This friday, I present you my analysis on a botnet that spam blogs through the trackback/pingback mechanism. They try to abuse of blog trackback mechanism to improve their web ranking on search engine. I have been able to collect data about this botnet for around a year because this botnet is targeting my personal website.

It is useful to analyze the data collected because it allows to see how spam evolve over the time and how they do. This is quite a hot topic, and other blogs (see here and here), have entry on the subject. However to the best of my knowledge this post is the first that provide a complet technical analysis based on a vast amount of data.

I tried to analyze every aspect of this spam from the daily activity I monitor, to the type of machine involved, to the type of site that they are promoting. Without spoiling all the fun, I had to do a binary analysis of the file they are try to install on your pc.

Before getting into details, let take a look at the context of this spam. It is a very specific type of spam because it target blog and not mail. Therefore it input and output of this spam is quite different from the one you observe in email.

One key specificity of blog is that they aim at creating interaction between user but also between blogs. That the “blogsphere”. A common mechanism to allow interaction between blog is the trackback/pingback mechanism.

halo wordpress

The trackback Flood

The trackback mechanism is used to notify an author that you have make a link to one of their document. It enable authors to keep track of who is linking to, or referring to their article. It is also used to allow visitor to easily navigate between posts that are related to the same subject.

For example if you have a blog and speak about this article then you can send a trackback to let the author know about it. Your trackback will be added to the list of sites that refers to it.

Trackback specification is due to Six Apart who implemented it in its Movable Type on 2002. Since 2006 it is an IETF working group and will be one day a standard.

Finally trackback allows to generate traffic and optimize sites ranks. It will also make the author of the post happy to see that people find his work useful :)

Spammer found this later functionality very “useful”. They use it to optimize their search engine ranking and drag traffic to their site. It is appealing to them because the trackback mechanism allows to inject a link that points to their site into other blog in an automatic fashion.

While anti-spam techniques are interesting, I will not detail them on this post because it is a little bit out of the scope. If I have some request on the subject, I will write a detailed post about it.

The dotclear blog system version 1 implement a trackback mechanism in the file tb.php. A trackback is done by calling this file with the post id.

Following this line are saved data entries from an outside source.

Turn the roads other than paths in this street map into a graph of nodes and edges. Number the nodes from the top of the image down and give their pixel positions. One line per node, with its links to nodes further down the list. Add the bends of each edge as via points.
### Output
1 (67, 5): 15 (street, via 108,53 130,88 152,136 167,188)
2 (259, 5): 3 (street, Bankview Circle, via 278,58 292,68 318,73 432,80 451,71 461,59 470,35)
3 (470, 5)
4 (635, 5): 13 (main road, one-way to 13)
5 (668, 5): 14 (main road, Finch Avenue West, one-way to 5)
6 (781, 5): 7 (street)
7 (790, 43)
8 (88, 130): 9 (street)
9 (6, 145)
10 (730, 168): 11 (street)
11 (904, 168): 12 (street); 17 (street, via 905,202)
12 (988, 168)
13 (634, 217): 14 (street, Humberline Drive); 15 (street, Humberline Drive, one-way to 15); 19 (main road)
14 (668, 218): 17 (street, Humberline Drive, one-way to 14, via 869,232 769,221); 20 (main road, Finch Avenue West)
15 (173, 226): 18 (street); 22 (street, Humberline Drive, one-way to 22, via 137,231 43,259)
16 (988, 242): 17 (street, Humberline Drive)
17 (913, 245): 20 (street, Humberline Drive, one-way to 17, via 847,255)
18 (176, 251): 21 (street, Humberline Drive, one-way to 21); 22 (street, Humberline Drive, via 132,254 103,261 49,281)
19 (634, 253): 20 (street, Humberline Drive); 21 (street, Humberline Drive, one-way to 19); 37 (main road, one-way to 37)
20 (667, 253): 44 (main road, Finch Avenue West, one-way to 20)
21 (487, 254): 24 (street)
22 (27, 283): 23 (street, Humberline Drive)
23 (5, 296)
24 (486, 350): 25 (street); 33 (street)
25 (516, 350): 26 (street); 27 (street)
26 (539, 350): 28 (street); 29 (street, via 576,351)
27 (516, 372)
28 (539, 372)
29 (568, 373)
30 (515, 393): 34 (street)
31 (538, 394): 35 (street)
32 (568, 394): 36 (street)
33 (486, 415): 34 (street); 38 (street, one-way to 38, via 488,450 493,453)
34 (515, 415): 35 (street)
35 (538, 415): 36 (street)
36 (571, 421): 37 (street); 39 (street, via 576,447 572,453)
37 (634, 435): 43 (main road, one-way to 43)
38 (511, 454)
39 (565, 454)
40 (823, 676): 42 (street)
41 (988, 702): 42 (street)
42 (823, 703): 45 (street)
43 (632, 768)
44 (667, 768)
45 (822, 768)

For example the url www.mysite.com/tb.php?id=18 is used to add a trackback to the post 18.

More technically a trackback is an HTTP POST request (Not a HTTP GET as It is commonly written) that submit four variables : the title, the url, the excerpt and the blog_name.

Here is a sample of a spammed trackback gathered by my trap page:

[title] => Cis transgender wiki
[url] => http://cis-transgender-wiki.spacenow ronomy.yyyy/index.html
[excerpt] => wiki Cis transgender wiki …
[blog_name] => Cis transgender wiki

My personal site bursztein.eu is the target of this type of spam for more than one year. I have keep a track of every requests since the beginning on a combined apache log. The file now exceed the 700MB of data. This give you an idea of how intense the spam flood can be.

More recently, I have also set up a trap page in order to log spam request. The trap page is used to log as many information as possible in an SQL backend. One of my friends call it a honeyblog :) And that pretty much what it is: a honeypot for blog trackback. It gives the impression to spammer that their trackback are really inserted to my web page, but instead I record and analyze them. I even have created an incomplete live report of the spam activity.

More specifically, I have created this honeyblog for two main purposes

  1. To be able to analyze the content of trackback since apache log do not log request content and maybe write a publication on it.
  2. To be able to generate a spammer IP list that can be use by anyone.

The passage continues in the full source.